(Collected data entries)
####
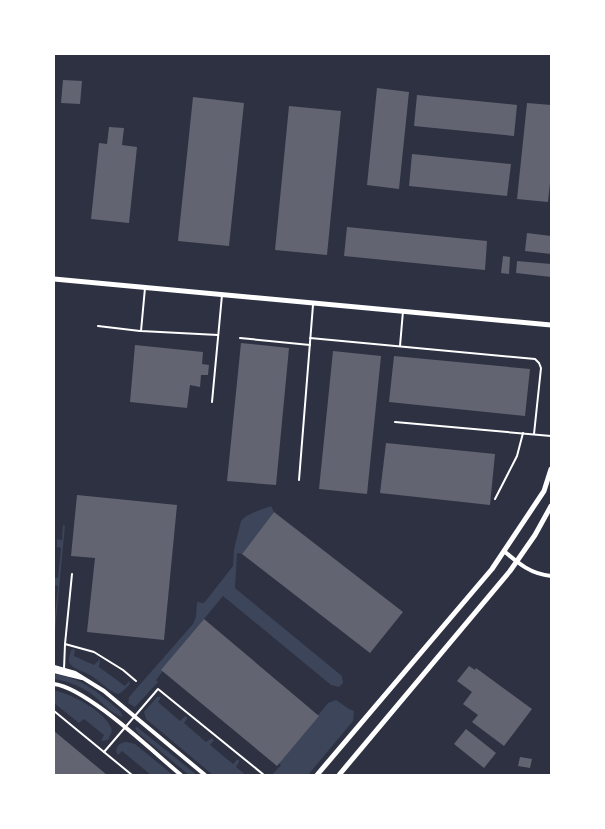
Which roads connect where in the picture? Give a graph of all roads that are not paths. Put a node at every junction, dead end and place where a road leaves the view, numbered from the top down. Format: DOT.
graph roads {
  1 [pos="54,279"];
  2 [pos="146,287"];
  3 [pos="222,295"];
  4 [pos="313,303"];
  5 [pos="403,311"];
  6 [pos="551,325"];
  7 [pos="98,326"];
  8 [pos="141,331"];
  9 [pos="218,335"];
  10 [pos="240,338"];
  11 [pos="310,338"];
  12 [pos="310,345"];
  13 [pos="400,346"];
  14 [pos="212,402"];
  15 [pos="395,422"];
  16 [pos="523,433"];
  17 [pos="534,434"];
  18 [pos="551,436"];
  19 [pos="551,469"];
  20 [pos="299,480"];
  21 [pos="495,499"];
  22 [pos="551,506"];
  23 [pos="504,551"];
  24 [pos="517,562"];
  25 [pos="72,574"];
  26 [pos="551,576"];
  27 [pos="65,644"];
  28 [pos="54,667"];
  29 [pos="64,669"];
  30 [pos="54,671"];
  31 [pos="84,678"];
  32 [pos="136,681"];
  33 [pos="54,684"];
  34 [pos="54,711"];
  35 [pos="135,717"];
  36 [pos="125,728"];
  37 [pos="104,752"];
  38 [pos="132,775"];
  39 [pos="181,775"];
  40 [pos="205,775"];
  41 [pos="264,775"];
  42 [pos="318,775"];
  43 [pos="339,775"];
  1 -- 2 [label="street"];
  2 -- 3 [label="street"];
  2 -- 8 [label="lane"];
  3 -- 4 [label="street"];
  3 -- 9 [label="lane"];
  4 -- 5 [label="street"];
  4 -- 11 [label="lane"];
  5 -- 6 [label="street"];
  5 -- 13 [label="lane"];
  7 -- 8 [label="lane"];
  8 -- 9 [label="lane"];
  9 -- 14 [label="lane"];
  10 -- 12 [label="lane"];
  11 -- 12 [label="lane"];
  11 -- 13 [label="lane"];
  12 -- 20 [label="lane"];
  13 -- 17 [label="lane"];
  15 -- 16 [label="lane"];
  16 -- 17 [label="lane"];
  16 -- 21 [label="lane"];
  17 -- 18 [label="lane"];
  19 -- 23 [label="street"];
  22 -- 24 [label="street"];
  23 -- 24 [label="street"];
  23 -- 42 [label="street"];
  24 -- 26 [label="street"];
  24 -- 43 [label="street"];
  25 -- 27 [label="lane"];
  27 -- 29 [label="lane"];
  27 -- 32 [label="lane"];
  28 -- 29 [label="street"];
  29 -- 31 [label="street"];
  30 -- 31 [label="street"];
  31 -- 35 [label="street"];
  33 -- 36 [label="street"];
  34 -- 37 [label="lane"];
  35 -- 36 [label="lane"];
  35 -- 40 [label="street"];
  35 -- 41 [label="lane"];
  36 -- 37 [label="lane"];
  36 -- 39 [label="street"];
  37 -- 38 [label="lane"];
}
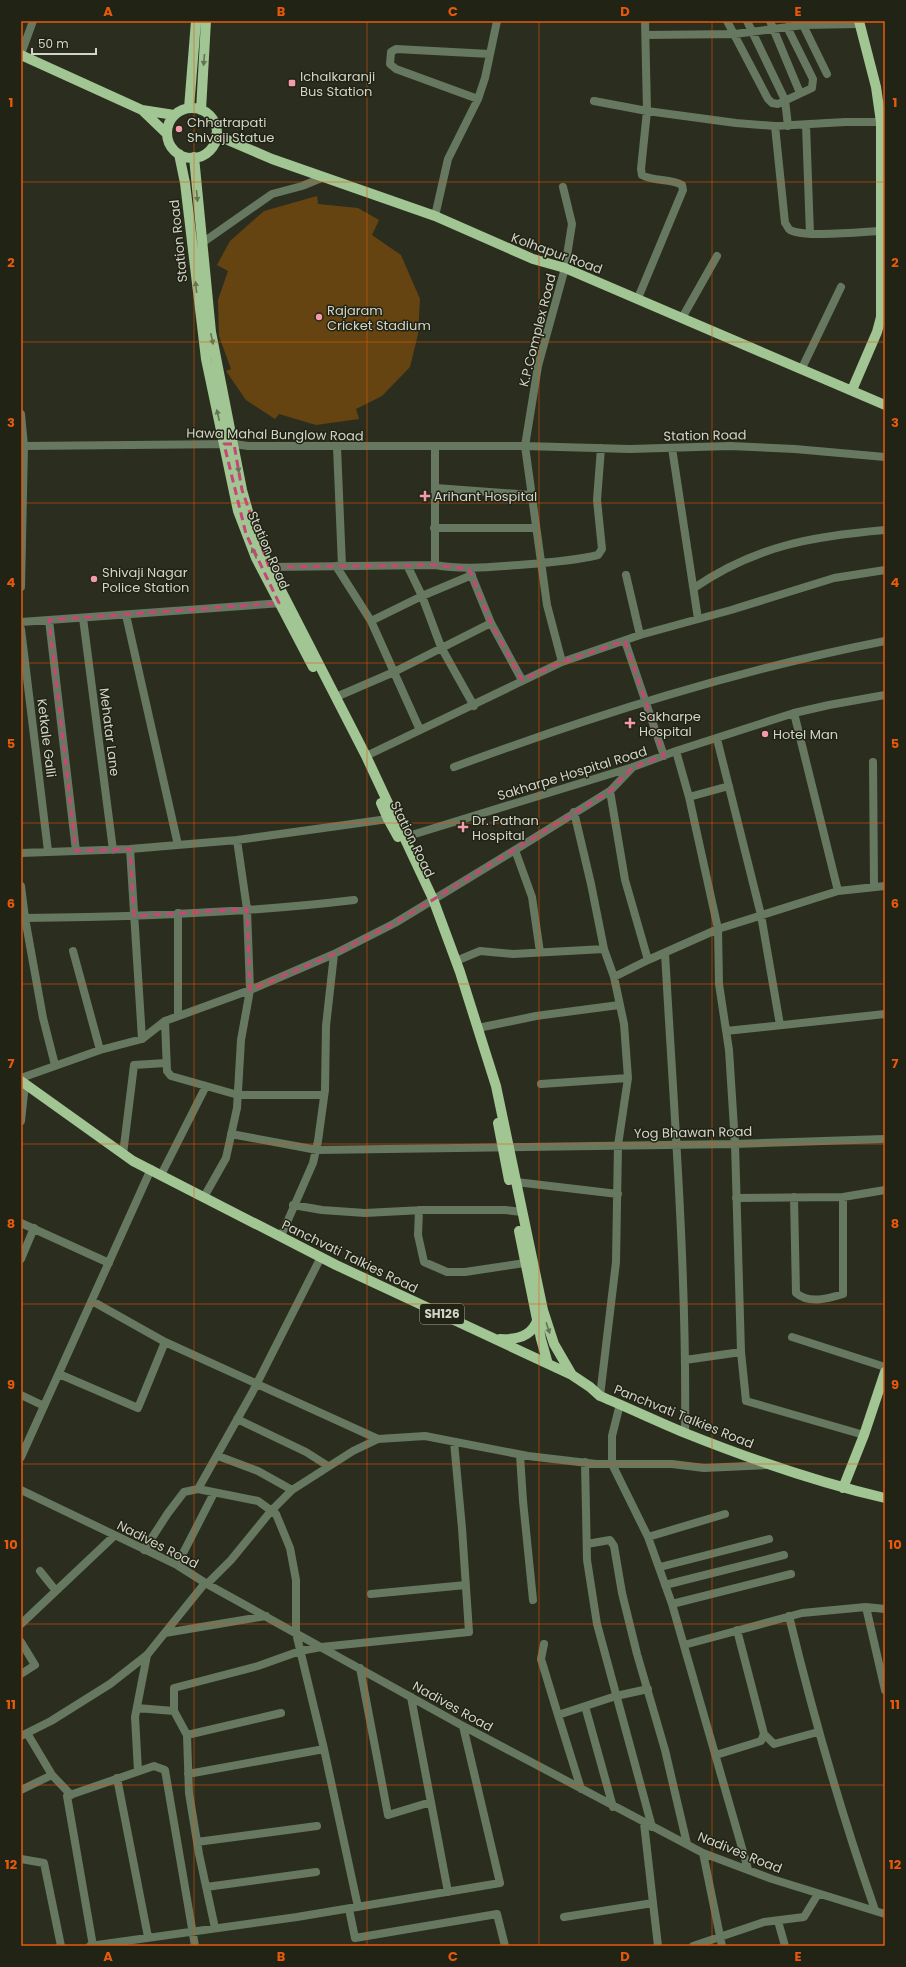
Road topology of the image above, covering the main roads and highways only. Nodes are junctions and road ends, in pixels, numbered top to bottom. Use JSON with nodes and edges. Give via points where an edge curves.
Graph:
{"nodes":[{"id":1,"x":196,"y":21,"type":"edge"},
{"id":2,"x":206,"y":21,"type":"edge"},
{"id":3,"x":859,"y":23,"type":"edge"},
{"id":4,"x":21,"y":54,"type":"edge"},
{"id":5,"x":189,"y":108,"type":"junction"},
{"id":6,"x":142,"y":110,"type":"junction"},
{"id":7,"x":201,"y":110,"type":"junction"},
{"id":8,"x":174,"y":115,"type":"junction"},
{"id":9,"x":883,"y":122,"type":"edge"},
{"id":10,"x":167,"y":134,"type":"junction"},
{"id":11,"x":216,"y":135,"type":"junction"},
{"id":12,"x":179,"y":154,"type":"junction"},
{"id":13,"x":194,"y":157,"type":"junction"},
{"id":14,"x":883,"y":255,"type":"edge"},
{"id":15,"x":852,"y":390,"type":"junction"},
{"id":16,"x":885,"y":405,"type":"edge"},
{"id":17,"x":229,"y":444,"type":"junction"},
{"id":18,"x":284,"y":602,"type":"junction"},
{"id":19,"x":391,"y":818,"type":"junction"},
{"id":20,"x":431,"y":900,"type":"junction"},
{"id":21,"x":22,"y":1081,"type":"edge"},
{"id":22,"x":506,"y":1148,"type":"junction"},
{"id":23,"x":519,"y":1212,"type":"junction"},
{"id":24,"x":529,"y":1262,"type":"junction"},
{"id":25,"x":537,"y":1321,"type":"junction"},
{"id":26,"x":494,"y":1338,"type":"junction"},
{"id":27,"x":548,"y":1364,"type":"junction"},
{"id":28,"x":885,"y":1372,"type":"edge"},
{"id":29,"x":572,"y":1375,"type":"junction"},
{"id":30,"x":882,"y":1387,"type":"edge"},
{"id":31,"x":843,"y":1488,"type":"junction"},
{"id":32,"x":885,"y":1498,"type":"edge"}],
"edges":[{"from":1,"to":5,"type":"main road"},
{"from":2,"to":7,"type":"main road","one_way":true},
{"from":3,"to":9,"type":"main road"},
{"from":4,"to":6,"type":"main road"},
{"from":5,"to":7,"type":"main road"},
{"from":5,"to":8,"type":"main road"},
{"from":6,"to":8,"type":"main road"},
{"from":6,"to":10,"type":"main road"},
{"from":7,"to":11,"type":"main road","via":[[213,120]]},
{"from":8,"to":10,"type":"main road","via":[[170,120]]},
{"from":9,"to":14,"type":"main road","via":[[880,231]]},
{"from":10,"to":12,"type":"main road","via":[[170,145]]},
{"from":11,"to":13,"type":"main road","via":[[209,151]]},
{"from":11,"to":15,"type":"main road","name":"Kolhapur Road","via":[[272,160],[435,216],[500,246],[565,268]]},
{"from":12,"to":13,"type":"main road"},
{"from":17,"to":12,"type":"main road","name":"Station Road","one_way":true,"via":[[206,359],[185,183]]},
{"from":13,"to":17,"type":"main road","name":"Station Road","one_way":true,"via":[[211,332]]},
{"from":14,"to":15,"type":"main road","via":[[881,317]]},
{"from":15,"to":16,"type":"main road","name":"Kolhapur Road"},
{"from":17,"to":18,"type":"main road","name":"Station Road","one_way":true,"via":[[251,522]]},
{"from":18,"to":17,"type":"main road","name":"Station Road","one_way":true,"via":[[246,534],[230,480]]},
{"from":18,"to":19,"type":"main road","name":"Station Road"},
{"from":18,"to":19,"type":"main road","name":"Station Road","via":[[366,756]]},
{"from":19,"to":20,"type":"main road","name":"Station Road"},
{"from":19,"to":20,"type":"main road","name":"Station Road","via":[[405,837]]},
{"from":20,"to":22,"type":"main road","via":[[481,1054]]},
{"from":20,"to":22,"type":"main road","via":[[456,961],[496,1086]]},
{"from":21,"to":26,"type":"main road","name":"Panchvati Talkies Road","number":"SH126","via":[[123,1154],[151,1170],[321,1257]]},
{"from":22,"to":23,"type":"main road"},
{"from":22,"to":23,"type":"main road","via":[[516,1182]]},
{"from":23,"to":24,"type":"main road"},
{"from":24,"to":25,"type":"main road"},
{"from":24,"to":29,"type":"main road","one_way":true,"via":[[549,1332]]},
{"from":25,"to":26,"type":"main road","via":[[525,1336],[516,1339]]},
{"from":25,"to":27,"type":"main road"},
{"from":26,"to":27,"type":"main road","name":"Panchvati Talkies Road","number":"SH126"},
{"from":27,"to":29,"type":"main road","name":"Panchvati Talkies Road","number":"SH126"},
{"from":28,"to":30,"type":"main road"},
{"from":29,"to":31,"type":"main road","name":"Panchvati Talkies Road","number":"SH126","via":[[600,1396],[685,1433],[770,1465]]},
{"from":30,"to":31,"type":"main road"},
{"from":31,"to":32,"type":"main road","name":"Panchvati Talkies Road","number":"SH126"}]}
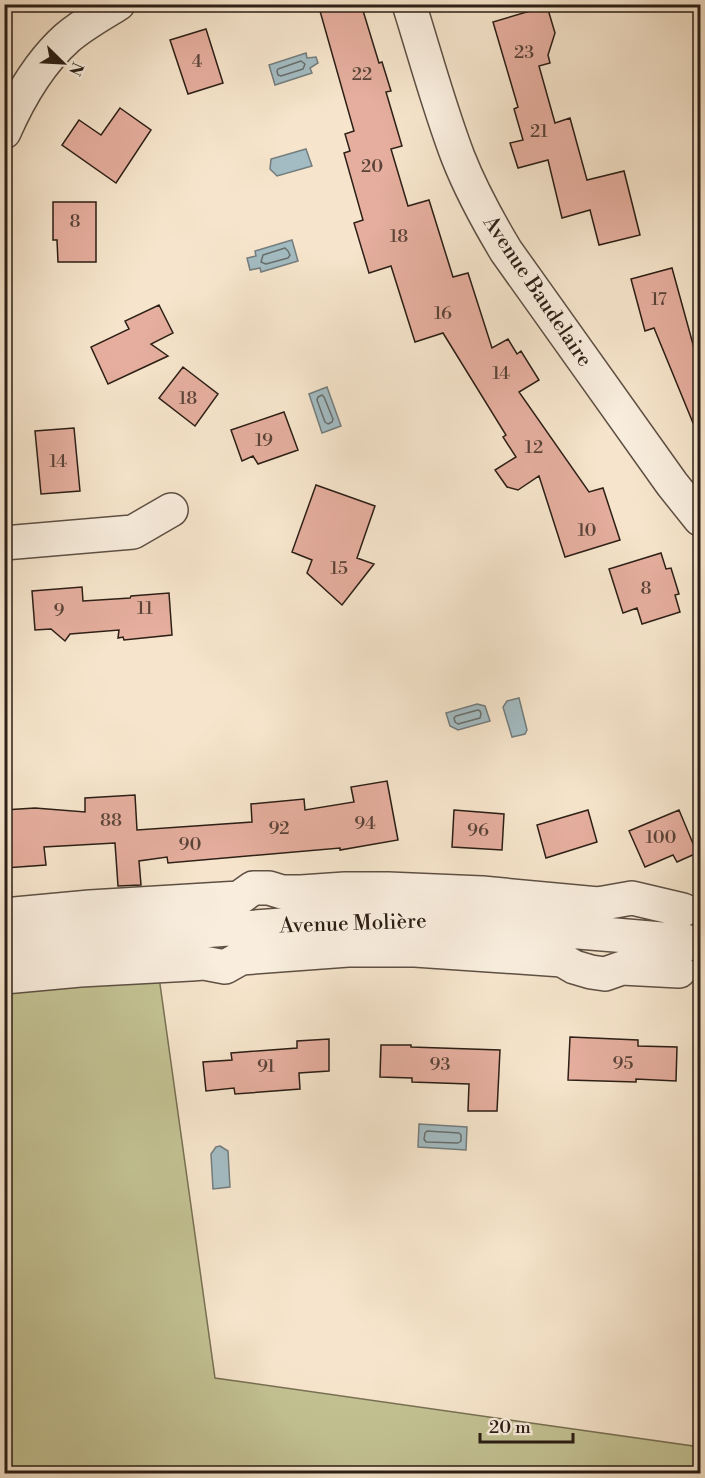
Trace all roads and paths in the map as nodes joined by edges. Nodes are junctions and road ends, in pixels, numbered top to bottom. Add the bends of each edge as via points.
1 (118, 4) edge
2 (409, 4) edge
3 (4, 132) edge
4 (171, 510) dead end
5 (700, 519) edge
6 (4, 543) edge
7 (615, 902) junction
8 (683, 910) dead end
9 (4, 915) edge
10 (240, 928) junction
11 (610, 935) junction
12 (4, 945) edge
13 (700, 945) edge
14 (679, 971) dead end
15 (605, 974) junction
16 (4, 977) edge

1 - 3 street via 81,27 52,53 34,76
2 - 5 street, Avenue Baudelaire via 459,158 495,233
4 - 6 street via 133,532
7 - 8 street via 632,898
7 - 10 street via 388,889 282,892 253,888
7 - 11 street
9 - 10 street via 102,906
10 - 11 street, Avenue Molière via 322,922 433,921
10 - 12 street, Avenue Molière
10 - 15 street via 348,950 415,950 562,960
10 - 16 street via 225,967 204,963
11 - 13 street, Avenue Molière
11 - 15 street
14 - 15 street via 622,968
####
> ABOUT THIS EXERCISE
Determine the number of lines in the data that contain "junctions" as a word or string, and state only that number.

> WRITTEN ANSWER
2